Волю встретили тепло — Боря на радостях запил. Чигринцеву пришлось специально сходить в Щебетово, запастись дешевым спиртом. Пошедший вразнос Борис забредал и в три, и в четыре ночи, стучался смущенно, переступал порог, бормотал под нос: «Поправиться, Володенька, я долго не задержусь», — принимал стопку и исчезал. Скоро это надоело — Воля поставил бутылку в прихожей. Ночью, спотыкаясь и матерясь впотьмах, «губернатор» в избу уже не заходил — принимал лекарство на крылечке, честно, больше стопаря за раз не отпивая.
Валентина пекла пышные пироги, закармливала москвича, как могла, глядела на пьяного мужа, тихо улыбалась, вздыхала всем огромным пышным телом: «Что ж я — простая стряпуха, а ему, коню, пусть — кругом одни вороны». От такого признания веяло теплом.
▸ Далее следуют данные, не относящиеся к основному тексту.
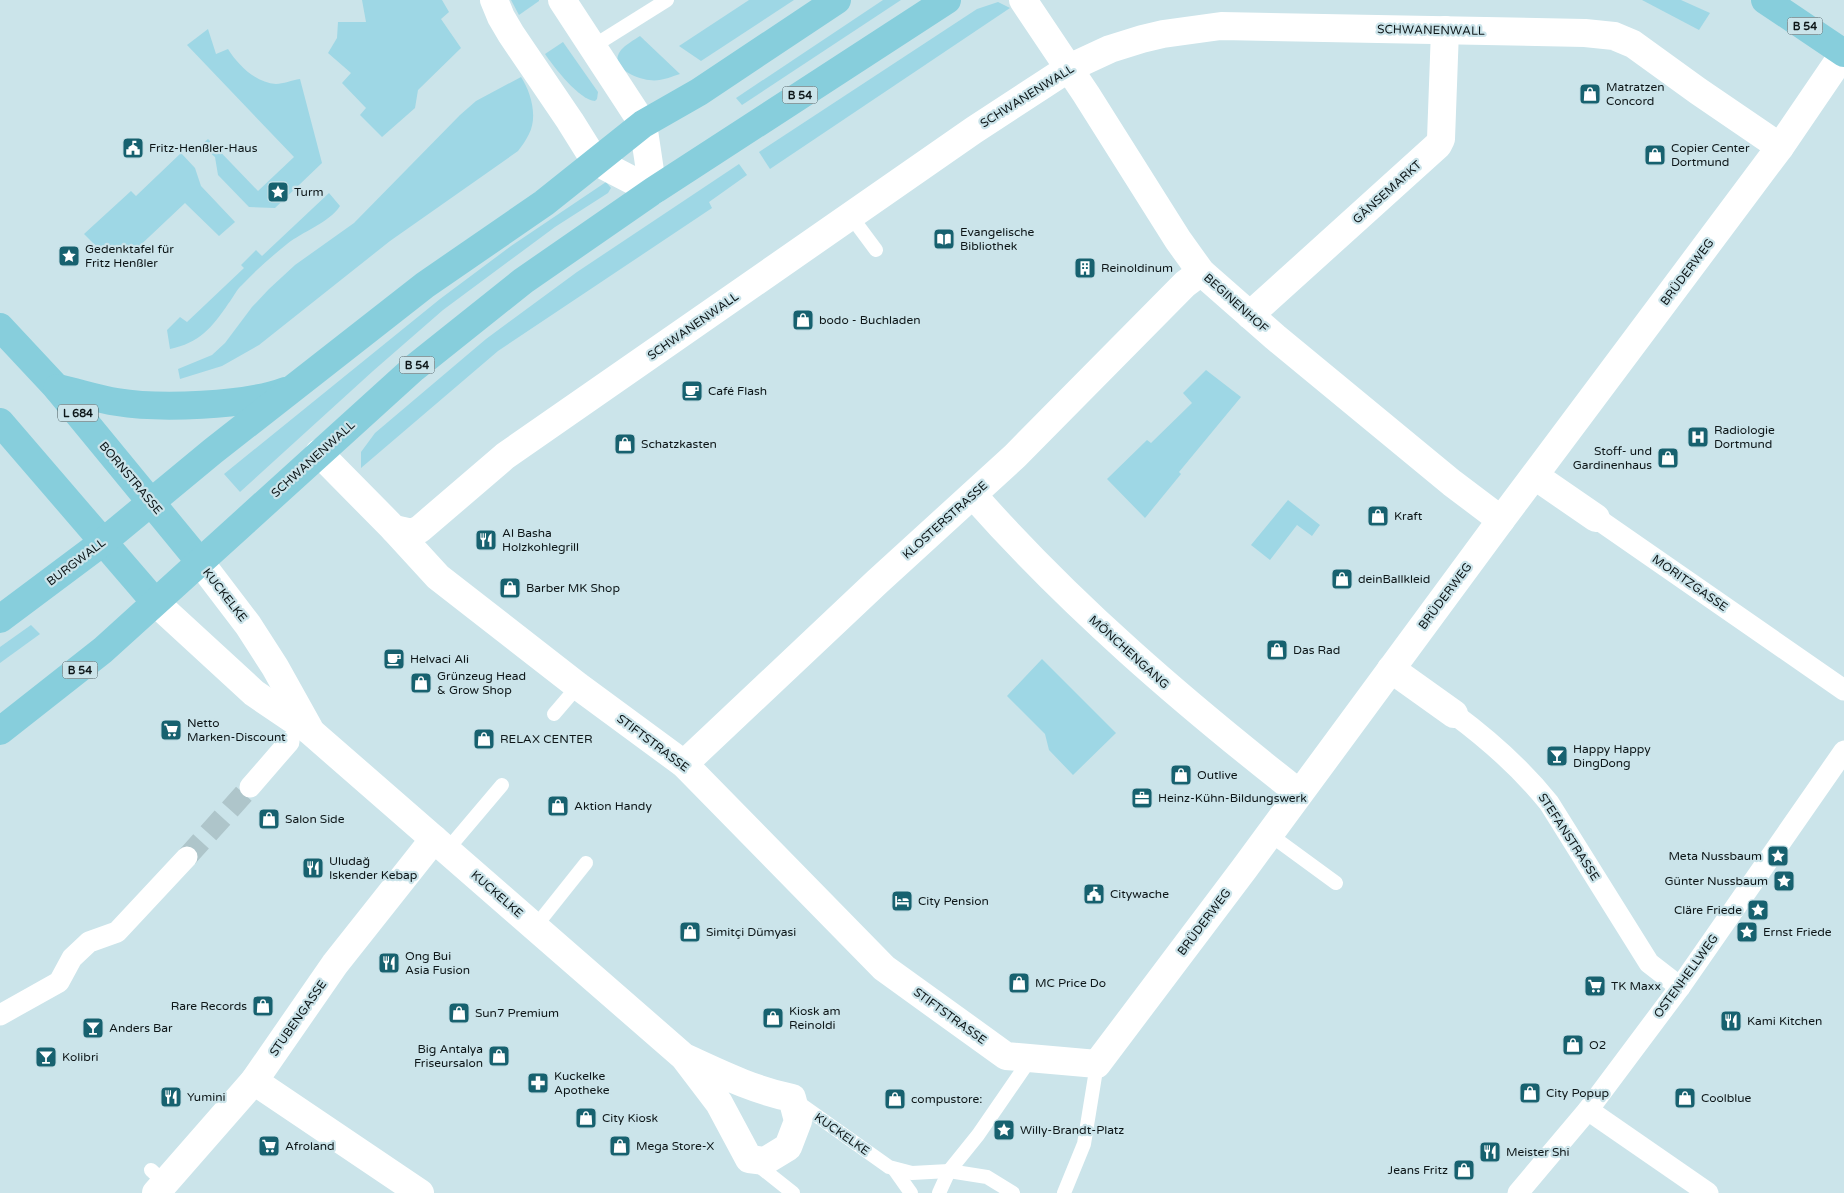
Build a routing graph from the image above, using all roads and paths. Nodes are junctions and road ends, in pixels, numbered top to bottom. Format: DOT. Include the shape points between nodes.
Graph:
graph roads {
  1 [pos="494,0"];
  2 [pos="562,0"];
  3 [pos="667,0"];
  4 [pos="837,0"];
  5 [pos="947,0"];
  6 [pos="1023,0"];
  7 [pos="1765,0"];
  8 [pos="1445,30"];
  9 [pos="592,47"];
  10 [pos="1844,53"];
  11 [pos="1069,68"];
  12 [pos="643,124"];
  13 [pos="1780,147"];
  14 [pos="595,161"];
  15 [pos="653,191"];
  16 [pos="850,215"];
  17 [pos="876,250"];
  18 [pos="1201,272"];
  19 [pos="1250,315"];
  20 [pos="0,327"];
  21 [pos="298,386"];
  22 [pos="57,388"];
  23 [pos="0,422"];
  24 [pos="319,453"];
  25 [pos="1535,476"];
  26 [pos="973,495"];
  27 [pos="152,503"];
  28 [pos="1596,518"];
  29 [pos="1501,520"];
  30 [pos="394,529"];
  31 [pos="103,542"];
  32 [pos="200,562"];
  33 [pos="155,602"];
  34 [pos="0,619"];
  35 [pos="1391,669"];
  36 [pos="578,686"];
  37 [pos="1844,690"];
  38 [pos="554,714"];
  39 [pos="1454,714"];
  40 [pos="0,731"];
  41 [pos="300,737"];
  42 [pos="1844,751"];
  43 [pos="684,764"];
  44 [pos="502,784"];
  45 [pos="250,787"];
  46 [pos="1299,793"];
  47 [pos="1269,834"];
  48 [pos="440,845"];
  49 [pos="186,857"];
  50 [pos="586,863"];
  51 [pos="1336,883"];
  52 [pos="535,927"];
  53 [pos="1680,987"];
  54 [pos="0,1015"];
  55 [pos="684,1056"];
  56 [pos="1018,1057"];
  57 [pos="1097,1064"];
  58 [pos="254,1081"];
  59 [pos="792,1098"];
  60 [pos="1588,1110"];
  61 [pos="749,1159"];
  62 [pos="894,1169"];
  63 [pos="949,1171"];
  64 [pos="157,1182"];
  65 [pos="417,1192"];
  66 [pos="793,1193"];
  67 [pos="911,1193"];
  68 [pos="939,1193"];
  69 [pos="1013,1193"];
  70 [pos="1064,1193"];
  71 [pos="1518,1193"];
  72 [pos="1708,1193"];
  1 -- 14 [label="street" via="511,34"];
  2 -- 9 [label="street"];
  3 -- 9 [label="lane"];
  4 -- 12 [label="main road" via="699,92"];
  5 -- 15 [label="main road, SCHWANENWALL / B 54"];
  6 -- 11 [label="street, BEGINENHOF"];
  7 -- 10 [label="main road, B 54"];
  8 -- 11 [label="street, SCHWANENWALL" via="1221,26 1142,39 1110,49"];
  8 -- 13 [label="street, SCHWANENWALL" via="1614,36 1634,44"];
  8 -- 19 [label="street, GÄNSEMARKT" via="1441,139 1438,145"];
  9 -- 12 [label="street"];
  10 -- 13 [label="street, BRÜDERWEG"];
  11 -- 16 [label="street, SCHWANENWALL"];
  11 -- 18 [label="street, BEGINENHOF"];
  12 -- 14 [label="main road"];
  12 -- 15 [label="street"];
  13 -- 25 [label="street, BRÜDERWEG"];
  14 -- 15 [label="street"];
  14 -- 21 [label="main road" via="544,203 425,284"];
  15 -- 24 [label="main road, SCHWANENWALL / B 54" via="523,281 414,368"];
  16 -- 17 [label="lane"];
  16 -- 30 [label="street, SCHWANENWALL" via="505,456 420,529 412,533"];
  18 -- 19 [label="street, BEGINENHOF"];
  18 -- 26 [label="street, KLOSTERSTRASSE" via="1185,284 1016,456"];
  19 -- 29 [label="street, BEGINENHOF" via="1452,484"];
  20 -- 22 [label="main road, BORNSTRASSE / L 684"];
  21 -- 22 [label="main road" via="250,400 168,406 118,402"];
  21 -- 27 [label="main road"];
  22 -- 27 [label="main road, BORNSTRASSE / L 684"];
  23 -- 31 [label="main road"];
  24 -- 30 [label="street, STIFTSTRASSE"];
  24 -- 32 [label="main road, SCHWANENWALL / B 54"];
  25 -- 28 [label="street, MORITZGASSE"];
  25 -- 29 [label="street, BRÜDERWEG"];
  26 -- 43 [label="street, KLOSTERSTRASSE"];
  26 -- 46 [label="street, MÖNCHENGANG" via="1093,619 1172,691"];
  27 -- 31 [label="main road, BURGWALL"];
  27 -- 32 [label="main road, BORNSTRASSE / L 684"];
  28 -- 37 [label="street, MORITZGASSE"];
  29 -- 35 [label="street, BRÜDERWEG"];
  30 -- 36 [label="street, STIFTSTRASSE" via="438,577"];
  31 -- 33 [label="main road"];
  31 -- 34 [label="main road, BURGWALL"];
  32 -- 33 [label="main road, SCHWANENWALL / B 54"];
  32 -- 41 [label="street, KUCKELKE" via="275,667"];
  33 -- 40 [label="main road, B 54" via="80,670"];
  33 -- 41 [label="street, KUCKELKE"];
  35 -- 39 [label="street, STEFANSTRASSE"];
  35 -- 46 [label="street, BRÜDERWEG"];
  36 -- 38 [label="lane"];
  36 -- 43 [label="street, STIFTSTRASSE"];
  39 -- 53 [label="street, STEFANSTRASSE" via="1491,742 1536,787 1649,962"];
  41 -- 45 [label="street"];
  41 -- 48 [label="street, KUCKELKE"];
  42 -- 53 [label="street, OSTENHELLWEG"];
  43 -- 56 [label="street, STIFTSTRASSE" via="884,968"];
  44 -- 48 [label="lane"];
  46 -- 47 [label="street, BRÜDERWEG"];
  47 -- 51 [label="lane"];
  47 -- 57 [label="street, BRÜDERWEG"];
  48 -- 52 [label="street, KUCKELKE"];
  48 -- 58 [label="street, STUBENGASSE" via="335,964"];
  49 -- 54 [label="street" via="117,932 89,942 72,958 58,982"];
  50 -- 52 [label="lane"];
  52 -- 55 [label="street, KUCKELKE"];
  53 -- 60 [label="street, OSTENHELLWEG"];
  55 -- 59 [label="street, KUCKELKE" via="741,1083"];
  55 -- 61 [label="street, KUCKELKE" via="719,1104"];
  56 -- 57 [label="street"];
  56 -- 63 [label="lane" via="978,1135"];
  57 -- 70 [label="lane" via="1084,1144"];
  58 -- 64 [label="street, STUBENGASSE"];
  58 -- 65 [label="street"];
  59 -- 61 [label="street, KUCKELKE" via="798,1121 788,1147 765,1161"];
  59 -- 62 [label="lane, KUCKELKE"];
  60 -- 71 [label="street, OSTENHELLWEG"];
  60 -- 72 [label="street"];
  61 -- 66 [label="lane, KUCKELKE"];
  62 -- 63 [label="lane, KUCKELKE" via="912,1173"];
  62 -- 67 [label="lane, KUCKELKE"];
  63 -- 68 [label="lane"];
  63 -- 69 [label="lane" via="987,1177"];
}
На кухне бормотала радиоточка. В горнице синим светил черно-белый ламповый телевизор, пахло парным молоком. За пересказом очередного сериала коротали время, гоняли чаи с клюквой и собственным медом.
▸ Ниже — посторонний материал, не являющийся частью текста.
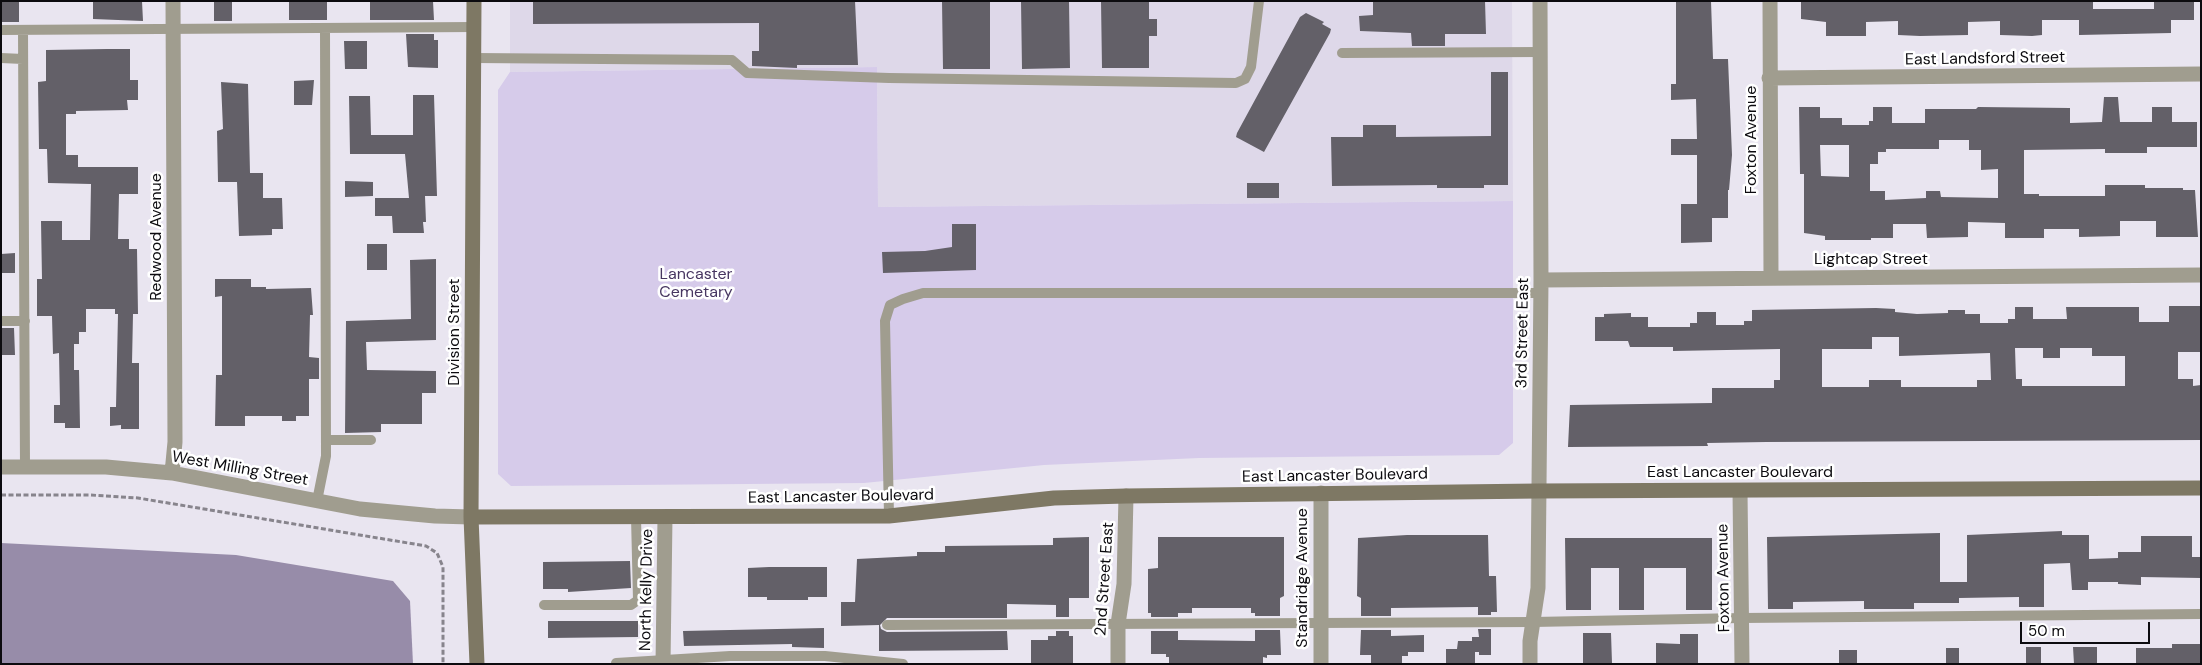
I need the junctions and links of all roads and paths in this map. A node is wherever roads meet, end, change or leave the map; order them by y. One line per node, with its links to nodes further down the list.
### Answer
1 (173, 1): 8 (street, Redwood Avenue)
2 (474, 1): 6 (main road, Division Street)
3 (1259, 1): 15 (lane)
4 (1540, 1): 11 (street, 3rd Street East)
5 (1770, 1): 17 (street, Foxton Avenue)
6 (474, 27): 7 (lane); 15 (main road, Division Street)
7 (325, 28): 8 (lane); 23 (lane)
8 (173, 29): 10 (lane); 27 (street, Redwood Avenue)
9 (1, 30): 10 (lane)
10 (23, 30): 14 (lane)
11 (1540, 52): 12 (lane); 20 (street, 3rd Street East)
12 (1342, 53)
13 (1, 58): 14 (lane)
14 (23, 58): 21 (lane)
15 (474, 58): 36 (main road, Division Street)
16 (2201, 74): 17 (street, East Landsford Street)
17 (1769, 78): 19 (street, Foxton Avenue)
18 (2201, 275): 19 (street, Lightcap Street)
19 (1770, 278): 20 (street, Lightcap Street)
20 (1541, 287): 29 (street, 3rd Street East); 35 (lane)
21 (25, 320): 22 (lane); 26 (lane)
22 (1, 321)
23 (326, 440): 24 (lane); 34 (lane)
24 (371, 440)
25 (1, 467): 26 (street, West Milling Street)
26 (25, 467): 27 (street, West Milling Street)
27 (172, 473): 34 (street, West Milling Street)
28 (2201, 488): 30 (main road, East Lancaster Boulevard)
29 (1538, 491): 30 (main road, East Lancaster Boulevard); 31 (main road, East Lancaster Boulevard); 42 (street, 3rd Street East)
30 (1740, 491): 41 (street, Foxton Avenue)
31 (1321, 493): 33 (main road, East Lancaster Boulevard); 44 (street, Standridge Avenue)
32 (1, 496): 48 (path)
33 (1126, 496): 35 (main road, East Lancaster Boulevard); 43 (street, 2nd Street East)
34 (318, 501): 36 (street, West Milling Street)
35 (890, 516): 38 (main road, East Lancaster Boulevard)
36 (471, 517): 37 (main road, East Lancaster Boulevard); 49 (main road, Division Street)
37 (636, 517): 38 (main road, East Lancaster Boulevard); 39 (lane)
38 (665, 517): 46 (street, North Kelly Drive)
39 (544, 605)
40 (2201, 614): 41 (lane)
41 (1742, 618): 42 (lane); 54 (street, Foxton Avenue)
42 (1533, 622): 44 (lane); 53 (street, 3rd Street East)
43 (1118, 624): 44 (lane); 45 (lane); 51 (street, 2nd Street East)
44 (1321, 624): 52 (street, Standridge Avenue)
45 (887, 625)
46 (663, 662): 47 (lane); 50 (lane)
47 (616, 663)
48 (444, 664)
49 (477, 664)
50 (903, 664)
51 (1118, 664)
52 (1321, 664)
53 (1530, 664)
54 (1742, 664)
Во второй половине дня, когда появлялся из школы Ванюшка, отправлялись с ним на моторке стрелять на реке уток. Речка, тихая и неширокая, текла под домом внизу, за ней начинались чистые моховые боры и лосиные болота. Паренек вцепился в дядю Вову, заглядывал преданно в глаза, поглощал Волины леденцы. Мечтательно взирая на небеса, выговаривал: «Вот батька выходится, соберем ДТ-шку, я тебя на гусеничном прокачу». Техника его притягивала как магнит. Трактор меж тем стоял разобранный и мертвый около дровника, продуваемый ветром, косимый дождем. Тут же валялись брошенные сеялки, косилки, плуги — Борино хозяйство. За копеечную ставку, лишь бы избежать кабалящего колхоза, Боря значился сторожем — бригада косарей из Костромы приезжала летом, заготавливала сено в подсобное хозяйство, пропивалась до нитки, заражая дурманом и горе-«губернатора». Ванька в сторону их барака, стоящего особняком в поле, глядел с ненавистью — отцовские запои переживал болезненно, но если, случалось, отец гладил походя его белобрысый вихор, загорался румянцем и даже распрямлял как-то плечики и тут же тянул: «Батя, кончай пить, сгубишь себя». Боря его печаль пропускал мимо ушей.
Вороны летали над нолем, шуршали когтями по сарайной дранке, задувал в окошко крепнущий осенний ветер. С утра Воля ходил за грибами — сушил на русской печке, солил в отмокшей, тяжелозадой деревянной кадушке. Занимал себя естественным и весьма не лишним делом. Сильный запах чеснока, сухого укропа, смородинового листа выгнал затхлость из нежилых сеней, проник во все щели. Пыль, танцевавшая утром в косом солнечном луче, пропиталась укропным семенем, мучнистое ее вещество казалось теперь заражено шипучей и кислой энергией. Кроме Бориса свести в Пылаиху мог бы, наверно, и Чекист, но с ним пока сходиться не хотелось.